◆ Source material
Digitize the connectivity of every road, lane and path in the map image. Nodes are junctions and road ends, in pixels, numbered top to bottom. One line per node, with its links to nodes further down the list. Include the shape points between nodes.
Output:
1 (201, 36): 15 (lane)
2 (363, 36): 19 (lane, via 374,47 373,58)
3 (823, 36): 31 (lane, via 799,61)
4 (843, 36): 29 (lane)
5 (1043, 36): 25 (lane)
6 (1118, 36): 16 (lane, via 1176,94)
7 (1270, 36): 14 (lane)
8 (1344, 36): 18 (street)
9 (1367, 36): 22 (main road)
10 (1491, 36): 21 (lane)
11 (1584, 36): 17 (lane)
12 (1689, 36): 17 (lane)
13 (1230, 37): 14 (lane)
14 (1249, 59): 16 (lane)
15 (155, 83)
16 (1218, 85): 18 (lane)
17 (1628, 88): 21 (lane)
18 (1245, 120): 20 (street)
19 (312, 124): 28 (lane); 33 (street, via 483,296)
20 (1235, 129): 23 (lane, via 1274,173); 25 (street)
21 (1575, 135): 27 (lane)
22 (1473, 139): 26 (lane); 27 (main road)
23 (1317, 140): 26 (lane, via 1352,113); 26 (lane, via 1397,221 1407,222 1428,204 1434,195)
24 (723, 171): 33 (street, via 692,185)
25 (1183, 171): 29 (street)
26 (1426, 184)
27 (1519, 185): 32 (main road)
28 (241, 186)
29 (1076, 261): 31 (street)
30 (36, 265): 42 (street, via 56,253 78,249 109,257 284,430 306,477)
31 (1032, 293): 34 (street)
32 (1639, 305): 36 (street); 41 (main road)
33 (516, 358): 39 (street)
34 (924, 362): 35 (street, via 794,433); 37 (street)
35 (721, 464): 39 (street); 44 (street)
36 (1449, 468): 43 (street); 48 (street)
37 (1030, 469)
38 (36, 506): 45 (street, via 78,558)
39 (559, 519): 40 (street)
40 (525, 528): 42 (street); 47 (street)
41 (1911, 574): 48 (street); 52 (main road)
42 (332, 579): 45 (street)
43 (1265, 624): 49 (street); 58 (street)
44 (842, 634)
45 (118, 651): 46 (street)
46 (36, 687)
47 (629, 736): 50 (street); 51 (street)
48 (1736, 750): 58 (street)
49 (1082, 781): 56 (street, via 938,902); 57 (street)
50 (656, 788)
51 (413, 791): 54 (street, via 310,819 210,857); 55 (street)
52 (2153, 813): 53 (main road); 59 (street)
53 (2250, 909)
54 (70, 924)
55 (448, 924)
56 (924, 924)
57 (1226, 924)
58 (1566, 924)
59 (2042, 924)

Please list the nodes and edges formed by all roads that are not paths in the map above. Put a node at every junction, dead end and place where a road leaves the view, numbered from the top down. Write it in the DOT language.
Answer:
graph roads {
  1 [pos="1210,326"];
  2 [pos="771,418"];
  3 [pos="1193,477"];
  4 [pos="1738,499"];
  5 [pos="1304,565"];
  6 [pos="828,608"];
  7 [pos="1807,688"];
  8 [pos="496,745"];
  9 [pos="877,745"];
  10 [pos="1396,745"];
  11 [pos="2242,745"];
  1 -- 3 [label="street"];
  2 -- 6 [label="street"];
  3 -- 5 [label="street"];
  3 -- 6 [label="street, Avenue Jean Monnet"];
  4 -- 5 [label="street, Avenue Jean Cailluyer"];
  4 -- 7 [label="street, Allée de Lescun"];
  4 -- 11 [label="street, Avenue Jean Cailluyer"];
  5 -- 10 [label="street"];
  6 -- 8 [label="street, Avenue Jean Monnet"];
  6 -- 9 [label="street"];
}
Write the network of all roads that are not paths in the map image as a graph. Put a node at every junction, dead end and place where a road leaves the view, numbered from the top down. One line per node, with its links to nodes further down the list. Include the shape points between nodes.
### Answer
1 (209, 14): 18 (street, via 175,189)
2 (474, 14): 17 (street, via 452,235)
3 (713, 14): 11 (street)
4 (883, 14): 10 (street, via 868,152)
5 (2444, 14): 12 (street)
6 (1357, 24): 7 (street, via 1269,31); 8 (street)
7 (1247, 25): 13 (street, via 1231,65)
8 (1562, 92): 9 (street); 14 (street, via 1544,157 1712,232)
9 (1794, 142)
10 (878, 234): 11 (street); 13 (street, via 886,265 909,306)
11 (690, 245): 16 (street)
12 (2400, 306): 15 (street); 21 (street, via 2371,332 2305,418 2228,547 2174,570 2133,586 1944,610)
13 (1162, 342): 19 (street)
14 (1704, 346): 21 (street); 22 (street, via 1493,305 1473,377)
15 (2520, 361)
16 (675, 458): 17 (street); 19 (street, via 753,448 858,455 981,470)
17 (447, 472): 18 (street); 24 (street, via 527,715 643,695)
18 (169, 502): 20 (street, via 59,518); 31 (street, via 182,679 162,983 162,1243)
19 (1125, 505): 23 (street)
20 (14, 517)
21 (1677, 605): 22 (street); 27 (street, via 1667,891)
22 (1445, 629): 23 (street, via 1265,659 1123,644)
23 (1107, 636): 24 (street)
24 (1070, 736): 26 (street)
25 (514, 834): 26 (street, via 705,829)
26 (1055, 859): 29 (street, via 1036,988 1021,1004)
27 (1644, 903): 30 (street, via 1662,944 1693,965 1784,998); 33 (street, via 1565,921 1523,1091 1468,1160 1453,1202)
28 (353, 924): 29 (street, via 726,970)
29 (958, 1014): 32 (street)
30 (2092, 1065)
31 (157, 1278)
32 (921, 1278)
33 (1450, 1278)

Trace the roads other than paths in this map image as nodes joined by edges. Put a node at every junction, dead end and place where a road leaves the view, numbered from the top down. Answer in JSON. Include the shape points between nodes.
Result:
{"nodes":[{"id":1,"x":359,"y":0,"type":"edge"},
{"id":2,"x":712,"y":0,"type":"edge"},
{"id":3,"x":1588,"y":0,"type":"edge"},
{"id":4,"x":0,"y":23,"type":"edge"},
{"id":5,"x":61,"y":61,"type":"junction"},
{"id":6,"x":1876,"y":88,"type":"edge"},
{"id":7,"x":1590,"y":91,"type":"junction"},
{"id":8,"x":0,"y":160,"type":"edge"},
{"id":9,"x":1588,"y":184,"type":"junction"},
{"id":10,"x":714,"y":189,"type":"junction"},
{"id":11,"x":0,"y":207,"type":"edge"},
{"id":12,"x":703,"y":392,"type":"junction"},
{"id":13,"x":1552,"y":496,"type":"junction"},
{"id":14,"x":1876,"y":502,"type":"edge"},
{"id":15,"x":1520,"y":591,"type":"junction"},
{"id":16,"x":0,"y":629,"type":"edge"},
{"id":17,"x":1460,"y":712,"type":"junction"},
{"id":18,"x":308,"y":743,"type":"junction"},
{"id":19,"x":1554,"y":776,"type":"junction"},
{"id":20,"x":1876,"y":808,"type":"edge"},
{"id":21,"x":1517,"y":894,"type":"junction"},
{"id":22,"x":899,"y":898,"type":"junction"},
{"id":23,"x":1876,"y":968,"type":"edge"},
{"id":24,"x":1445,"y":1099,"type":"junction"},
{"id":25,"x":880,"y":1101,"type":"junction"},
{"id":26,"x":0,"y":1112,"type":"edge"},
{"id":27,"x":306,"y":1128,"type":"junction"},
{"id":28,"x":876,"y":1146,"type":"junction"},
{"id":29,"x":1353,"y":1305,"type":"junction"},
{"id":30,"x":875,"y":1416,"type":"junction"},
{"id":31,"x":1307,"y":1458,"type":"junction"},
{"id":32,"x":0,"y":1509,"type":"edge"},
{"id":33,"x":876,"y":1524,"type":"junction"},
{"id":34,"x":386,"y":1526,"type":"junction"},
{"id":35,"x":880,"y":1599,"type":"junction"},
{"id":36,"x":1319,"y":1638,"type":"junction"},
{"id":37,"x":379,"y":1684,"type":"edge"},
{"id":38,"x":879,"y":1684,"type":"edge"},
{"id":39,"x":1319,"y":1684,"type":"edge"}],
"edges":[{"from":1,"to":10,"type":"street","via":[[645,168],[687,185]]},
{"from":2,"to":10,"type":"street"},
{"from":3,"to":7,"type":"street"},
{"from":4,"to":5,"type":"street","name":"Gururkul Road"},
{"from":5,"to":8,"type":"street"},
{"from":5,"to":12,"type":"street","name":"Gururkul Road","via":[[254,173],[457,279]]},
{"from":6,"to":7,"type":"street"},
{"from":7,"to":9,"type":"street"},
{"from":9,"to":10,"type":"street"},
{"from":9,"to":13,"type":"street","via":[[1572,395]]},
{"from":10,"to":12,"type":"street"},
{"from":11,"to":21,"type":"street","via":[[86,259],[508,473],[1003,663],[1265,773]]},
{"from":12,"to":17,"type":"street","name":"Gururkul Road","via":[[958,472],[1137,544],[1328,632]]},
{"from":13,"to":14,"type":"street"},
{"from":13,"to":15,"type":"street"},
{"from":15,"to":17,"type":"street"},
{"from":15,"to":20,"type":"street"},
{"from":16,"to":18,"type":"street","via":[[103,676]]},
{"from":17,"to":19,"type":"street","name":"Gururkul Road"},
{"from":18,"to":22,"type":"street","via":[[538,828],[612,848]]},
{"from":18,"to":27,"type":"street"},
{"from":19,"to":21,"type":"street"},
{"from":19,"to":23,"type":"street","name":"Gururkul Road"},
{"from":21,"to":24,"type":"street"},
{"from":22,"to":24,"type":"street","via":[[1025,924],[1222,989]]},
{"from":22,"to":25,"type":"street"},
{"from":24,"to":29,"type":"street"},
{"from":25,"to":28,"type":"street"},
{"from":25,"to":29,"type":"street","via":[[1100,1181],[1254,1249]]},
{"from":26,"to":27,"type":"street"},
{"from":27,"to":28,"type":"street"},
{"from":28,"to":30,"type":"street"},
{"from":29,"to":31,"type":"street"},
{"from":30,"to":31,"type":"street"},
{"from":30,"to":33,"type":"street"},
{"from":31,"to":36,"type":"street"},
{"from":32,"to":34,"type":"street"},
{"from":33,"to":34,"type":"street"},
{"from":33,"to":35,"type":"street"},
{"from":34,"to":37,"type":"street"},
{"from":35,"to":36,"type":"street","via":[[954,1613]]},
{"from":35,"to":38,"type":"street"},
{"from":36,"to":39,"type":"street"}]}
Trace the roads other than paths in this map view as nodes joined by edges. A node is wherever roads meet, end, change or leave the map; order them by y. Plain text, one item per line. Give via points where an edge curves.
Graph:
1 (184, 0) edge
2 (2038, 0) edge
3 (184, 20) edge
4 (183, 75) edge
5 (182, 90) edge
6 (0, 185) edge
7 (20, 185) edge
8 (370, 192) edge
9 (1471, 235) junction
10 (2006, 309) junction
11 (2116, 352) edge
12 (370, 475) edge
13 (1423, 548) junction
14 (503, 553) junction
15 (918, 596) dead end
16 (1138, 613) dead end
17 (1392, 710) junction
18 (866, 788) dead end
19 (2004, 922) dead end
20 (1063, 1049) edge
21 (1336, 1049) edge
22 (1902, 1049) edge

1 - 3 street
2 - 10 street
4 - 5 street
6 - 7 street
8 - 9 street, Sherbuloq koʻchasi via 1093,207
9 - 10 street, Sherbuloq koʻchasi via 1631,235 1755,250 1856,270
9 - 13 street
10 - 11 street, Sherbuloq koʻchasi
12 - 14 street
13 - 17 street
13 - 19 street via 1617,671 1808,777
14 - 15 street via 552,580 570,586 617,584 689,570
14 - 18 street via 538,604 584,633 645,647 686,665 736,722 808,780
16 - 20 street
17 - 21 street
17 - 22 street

◆ Exercise directions
Output, from the data above, the lines from the line with "Please list the" to the line with "Write the network" exactly as they stand, both ends included and nothing else.

◆ Result of this task
Please list the nodes and edges formed by all roads that are not paths in the map above. Put a node at every junction, dead end and place where a road leaves the view, numbered from the top down. Write it in the DOT language.
Answer:
graph roads {
  1 [pos="1210,326"];
  2 [pos="771,418"];
  3 [pos="1193,477"];
  4 [pos="1738,499"];
  5 [pos="1304,565"];
  6 [pos="828,608"];
  7 [pos="1807,688"];
  8 [pos="496,745"];
  9 [pos="877,745"];
  10 [pos="1396,745"];
  11 [pos="2242,745"];
  1 -- 3 [label="street"];
  2 -- 6 [label="street"];
  3 -- 5 [label="street"];
  3 -- 6 [label="street, Avenue Jean Monnet"];
  4 -- 5 [label="street, Avenue Jean Cailluyer"];
  4 -- 7 [label="street, Allée de Lescun"];
  4 -- 11 [label="street, Avenue Jean Cailluyer"];
  5 -- 10 [label="street"];
  6 -- 8 [label="street, Avenue Jean Monnet"];
  6 -- 9 [label="street"];
}
Write the network of all roads that are not paths in the map image as a graph. Put a node at every junction, dead end and place where a road leaves the view, numbered from the top down. One line per node, with its links to nodes further down the list. Include the shape points between nodes.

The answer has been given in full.